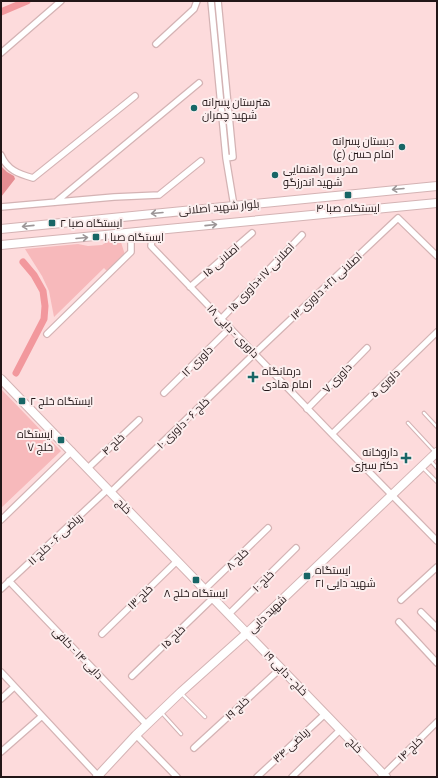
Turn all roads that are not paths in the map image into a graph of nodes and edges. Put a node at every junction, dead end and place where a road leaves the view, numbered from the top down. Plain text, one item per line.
1 (61, 1) edge
2 (197, 1) edge
3 (211, 1) edge
4 (218, 1) edge
5 (156, 44) dead end
6 (1, 53) edge
7 (199, 83) dead end
8 (135, 96) dead end
9 (1, 156) edge
10 (226, 158) junction
11 (201, 161) dead end
12 (437, 186) edge
13 (57, 201) junction
14 (437, 202) edge
15 (234, 206) junction
16 (1, 207) edge
17 (1, 228) edge
18 (153, 231) junction
19 (132, 233) junction
20 (252, 233) dead end
21 (302, 235) dead end
22 (1, 245) edge
23 (437, 256) edge
24 (190, 286) junction
25 (221, 319) junction
26 (230, 328) junction
27 (437, 332) edge
28 (47, 334) dead end
29 (366, 348) dead end
30 (254, 354) junction
31 (1, 378) edge
32 (164, 393) dead end
33 (307, 409) junction
34 (424, 413) dead end
35 (139, 420) dead end
36 (408, 423) dead end
37 (437, 427) edge
38 (332, 434) junction
39 (72, 451) junction
40 (437, 453) edge
41 (429, 460) junction
42 (422, 467) junction
43 (88, 468) junction
44 (437, 468) edge
45 (437, 482) edge
46 (110, 491) junction
47 (393, 495) junction
48 (1, 520) edge
49 (268, 528) dead end
50 (437, 541) edge
51 (296, 548) dead end
52 (177, 561) junction
53 (437, 567) edge
54 (9, 581) junction
55 (1, 589) edge
56 (205, 589) junction
57 (213, 598) junction
58 (401, 600) dead end
59 (421, 612) dead end
60 (229, 614) junction
61 (399, 622) dead end
62 (437, 628) edge
63 (247, 633) junction
64 (102, 634) dead end
65 (437, 663) edge
66 (281, 668) junction
67 (1, 672) edge
68 (132, 676) dead end
69 (14, 687) junction
70 (181, 692) junction
71 (1, 699) edge
72 (160, 712) junction
73 (325, 714) junction
74 (42, 716) junction
75 (205, 716) dead end
76 (437, 722) edge
77 (146, 725) junction
78 (340, 730) junction
79 (181, 734) dead end
80 (136, 735) junction
81 (194, 748) dead end
82 (1, 752) edge
83 (383, 776) edge
84 (98, 777) edge
85 (177, 777) edge
86 (257, 777) edge
87 (292, 777) edge

1 - 6 street
2 - 5 street
3 - 10 street
4 - 10 street
7 - 13 street
8 - 9 street
10 - 15 street
11 - 13 street
12 -> 15 street, بلوار شهید اصلانی
13 - 16 street
18 -> 14 street, بلوار شهید اصلانی
15 -> 17 street, بلوار شهید اصلانی
18 - 19 street, بلوار شهید اصلانی
18 - 24 street, داوری - دایی ۱۸
22 -> 19 street, بلوار شهید اصلانی
19 - 28 street
20 - 24 street, اصلانی ۱۵
21 - 25 street, اصلانی ۱۷+داوری ۱۵
23 - 30 street, اصلانی ۲۱+ داوری ۱۳
24 - 25 street, داوری - دایی ۱۸
25 - 26 street, داوری - دایی ۱۸
26 - 30 street, داوری - دایی ۱۸
26 - 32 street, داوری ۱۲
27 - 38 street, داوری ۵
29 - 33 street, داوری ۷
30 - 33 street, داوری - دایی ۱۸
30 - 46 street, خلج ۶ - داوری ۱۰
31 - 39 street, خلج
33 - 38 street, داوری - دایی ۱۸
34 - 37 lane
35 - 43 street, خلج ۴
36 - 40 lane
38 - 47 street, داوری - دایی ۱۸
39 - 43 street, خلج
39 - 48 street
40 - 41 street, شهید دایی
41 - 42 street, شهید دایی
41 - 44 lane
42 - 45 lane
42 - 47 street, شهید دایی
43 - 46 street, خلج
46 - 52 street, خلج
46 - 54 street, ریاضی ۶ - خلج ۱۱
47 - 50 street, داوری - دایی ۱۸
47 - 63 street, شهید دایی
49 - 56 street, خلج ۸
51 - 60 street, خلج ۱۰
52 - 56 street, خلج
52 - 64 street, خلج ۱۳
53 - 58 street
54 - 55 street, ریاضی ۶ - خلج ۱۱
54 - 77 street, دایی ۱۴ - کافی
56 - 57 street, خلج
57 - 60 street, خلج
57 - 68 street, خلج ۱۵
59 - 62 street
60 - 63 street, خلج
61 - 65 street
63 - 66 street, خلج - دایی ۱۹
63 - 70 street, شهید دایی
66 - 73 street, خلج - دایی ۱۹
66 - 81 street, خلج ۱۹
67 - 69 street
69 - 71 street
69 - 74 street
70 - 72 street, شهید دایی
70 - 75 lane
72 - 77 street, شهید دایی
72 - 79 lane
73 - 78 street, خلج
73 - 86 street, ریاضی ۳۴
74 - 82 street
74 - 84 street
76 - 83 street, خلج ۱۴
77 - 80 street, شهید دایی
78 - 83 street, خلج
78 - 87 street
80 - 84 street, شهید دایی
80 - 85 street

☆ ☆ ☆ ☆ ☆

◆ **EXERCISE DIRECTIONS**
Every line in the data above that contains the word "lane" counts; report how many there are and nothing more.

◆ **RESULT**
6